Much has changed since the days when my great-grandparents practiced polygamy. Many of my ancestors were among the early converts to The Church of Jesus Christ of Latter-day Saints. I have numerous ancestors who practiced polygamy, some of whom spent time in prison because of the practice.
The Church of Jesus Christ of Latter-day Saints teaches that “marriage between a man and a woman is ordained of God and that the family is central to the Creator’s plan for the eternal destiny of His children” (The Family – A Proclamation to the World). However, some members of the Church of Jesus Christ practiced polygamy for about fifty years.
[Members of the Church of Jesus Christ] believe that God commanded early Latter-day Saints to practice polygamy for a time. While Latter-day Saints today do not know all the reasons for God’s command, they do understand some reasons why God would command the practice of polygamy. For example, the Book of Mormon teaches that men should have only one wife (see Jacob 2:27-29), unless the Lord commands His people to “raise up seed unto [Him]” (Jacob 2:30).
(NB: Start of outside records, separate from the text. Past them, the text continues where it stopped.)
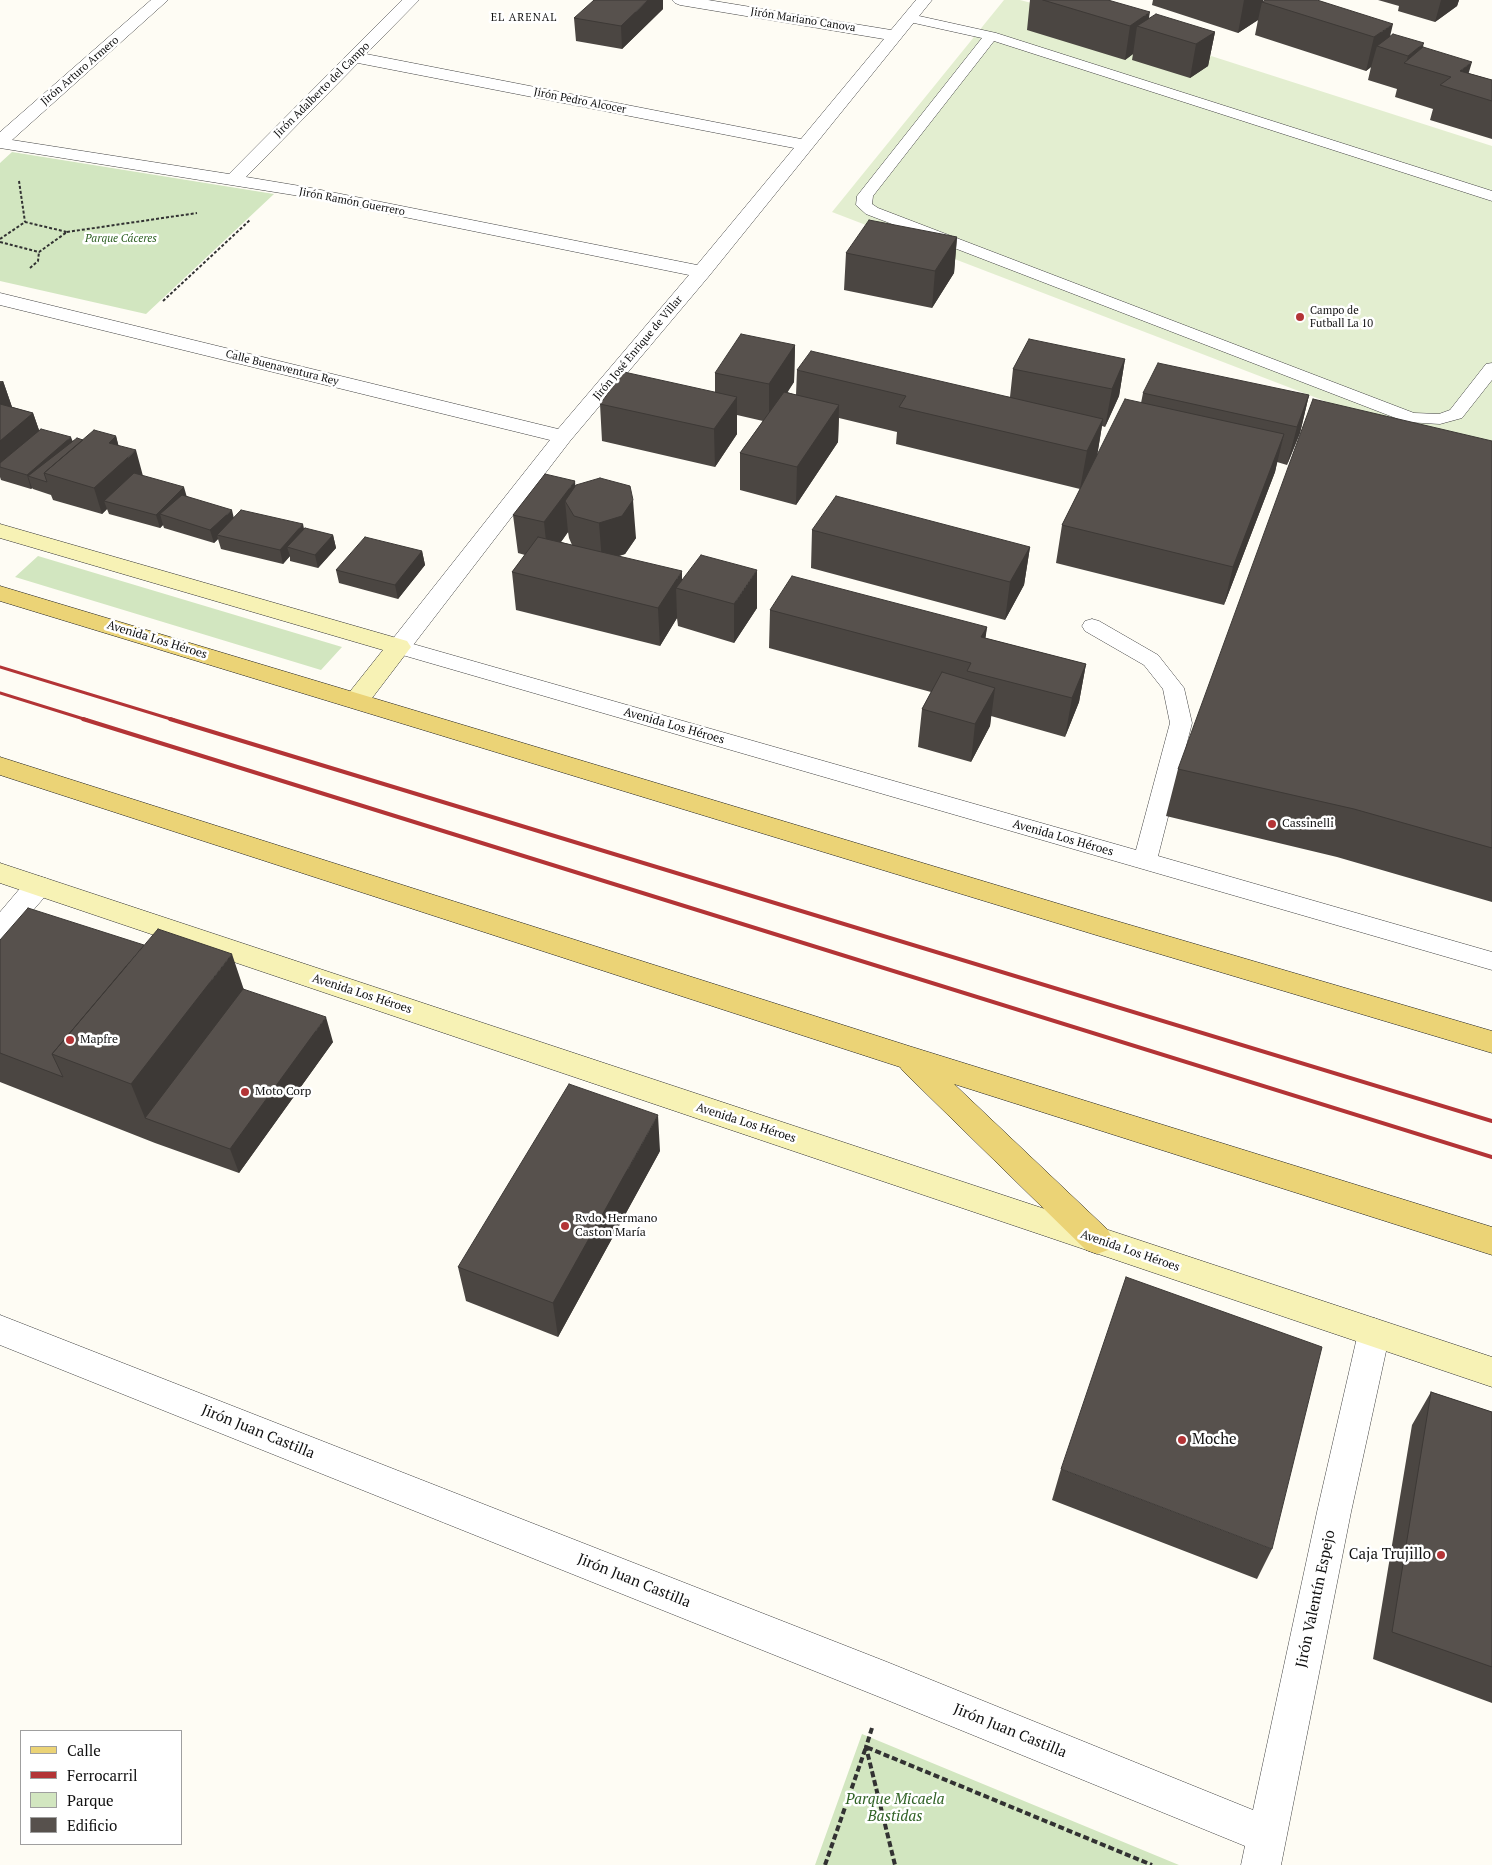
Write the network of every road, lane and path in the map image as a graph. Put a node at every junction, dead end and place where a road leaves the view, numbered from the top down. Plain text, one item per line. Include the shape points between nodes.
1 (160, 0) edge
2 (411, 0) edge
3 (680, 0) edge
4 (924, 0) edge
5 (910, 18) junction
6 (896, 36) junction
7 (991, 36) junction
8 (355, 57) junction
9 (0, 142) edge
10 (805, 144) junction
11 (234, 180) junction
12 (283, 188) junction
13 (1492, 196) edge
14 (201, 212) dead end
15 (67, 232) junction
16 (0, 241) edge
17 (702, 272) junction
18 (0, 299) edge
19 (130, 331) junction
20 (1492, 368) edge
21 (563, 437) junction
22 (0, 531) edge
23 (0, 593) edge
24 (1092, 626) dead end
25 (399, 647) junction
26 (357, 700) junction
27 (0, 766) edge
28 (1145, 861) junction
29 (0, 873) edge
30 (38, 886) junction
31 (0, 930) edge
32 (1492, 961) edge
33 (1492, 1042) edge
34 (909, 1058) junction
35 (1097, 1240) junction
36 (1492, 1241) edge
37 (0, 1330) edge
38 (1374, 1333) junction
39 (1492, 1372) edge
40 (887, 1681) junction
41 (866, 1747) junction
42 (1264, 1850) edge
43 (825, 1865) edge
44 (895, 1865) edge
45 (1152, 1865) edge

1 - 9 street, Jirón Arturo Armero
2 - 8 street, Jirón Adalberto del Campo
3 - 6 street, Jirón Mariano Canova
4 - 5 street, Jirón José Enrique de Villar
5 - 6 street, Jirón José Enrique de Villar
5 - 7 lane
6 - 10 street, Jirón José Enrique de Villar
7 - 13 lane
7 - 20 lane via 865,196 864,205 872,211 1412,418 1440,419 1456,414
8 - 10 street, Jirón Pedro Alcocer
8 - 11 street, Jirón Adalberto del Campo
9 - 11 street, Jirón Ramón Guerrero
10 - 17 street, Jirón José Enrique de Villar
11 - 12 street, Jirón Ramón Guerrero
12 - 17 street, Jirón Ramón Guerrero
12 - 19 path
14 - 15 path
15 - 16 path via 25,222
15 - 16 path via 40,252
17 - 21 street, Jirón José Enrique de Villar
18 - 19 street, Calle Buenaventura Rey
19 - 21 street, Calle Buenaventura Rey
21 - 25 street, Jirón José Enrique de Villar
22 - 25 street, Avenida Los Héroes
23 - 26 main road, Avenida Los Héroes
24 - 28 lane via 1151,660 1173,688 1181,723
25 - 26 street, Jirón José Enrique de Villar
25 - 28 lane, Avenida Los Héroes
26 - 33 main road, Avenida Los Héroes
27 - 34 main road
28 - 32 lane, Avenida Los Héroes
29 - 30 street, Avenida Los Héroes
30 - 31 street
30 - 35 street, Avenida Los Héroes
34 - 35 main road
34 - 36 main road
35 - 38 street, Avenida Los Héroes
37 - 40 street, Jirón Juan Castilla
38 - 39 street, Avenida Los Héroes
38 - 42 street, Jirón Valentín Espejo
40 - 41 path
40 - 42 street, Jirón Juan Castilla
41 - 43 path
41 - 44 path
41 - 45 path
The practice of plural marriage by early Latter-day Saints did lead to an increase in the number of children born to Church members.
Early Latter-day Saints also believed that the establishment of The Church of Jesus Christ of Latter-day Saints included a restoration of ancient principles and practices, as taught in the Bible. It is clear from the Bible that multiple prominent Biblical figures – including Abraham, Isaac, Jacob, Moses, and David – practiced polygamy….
Members of The Church of Jesus Christ of Latter-day Saints no longer practice polygamy. In fact, the Church of Jesus Christ prohibits its practice. Official Declaration 1 states the following about polygamy.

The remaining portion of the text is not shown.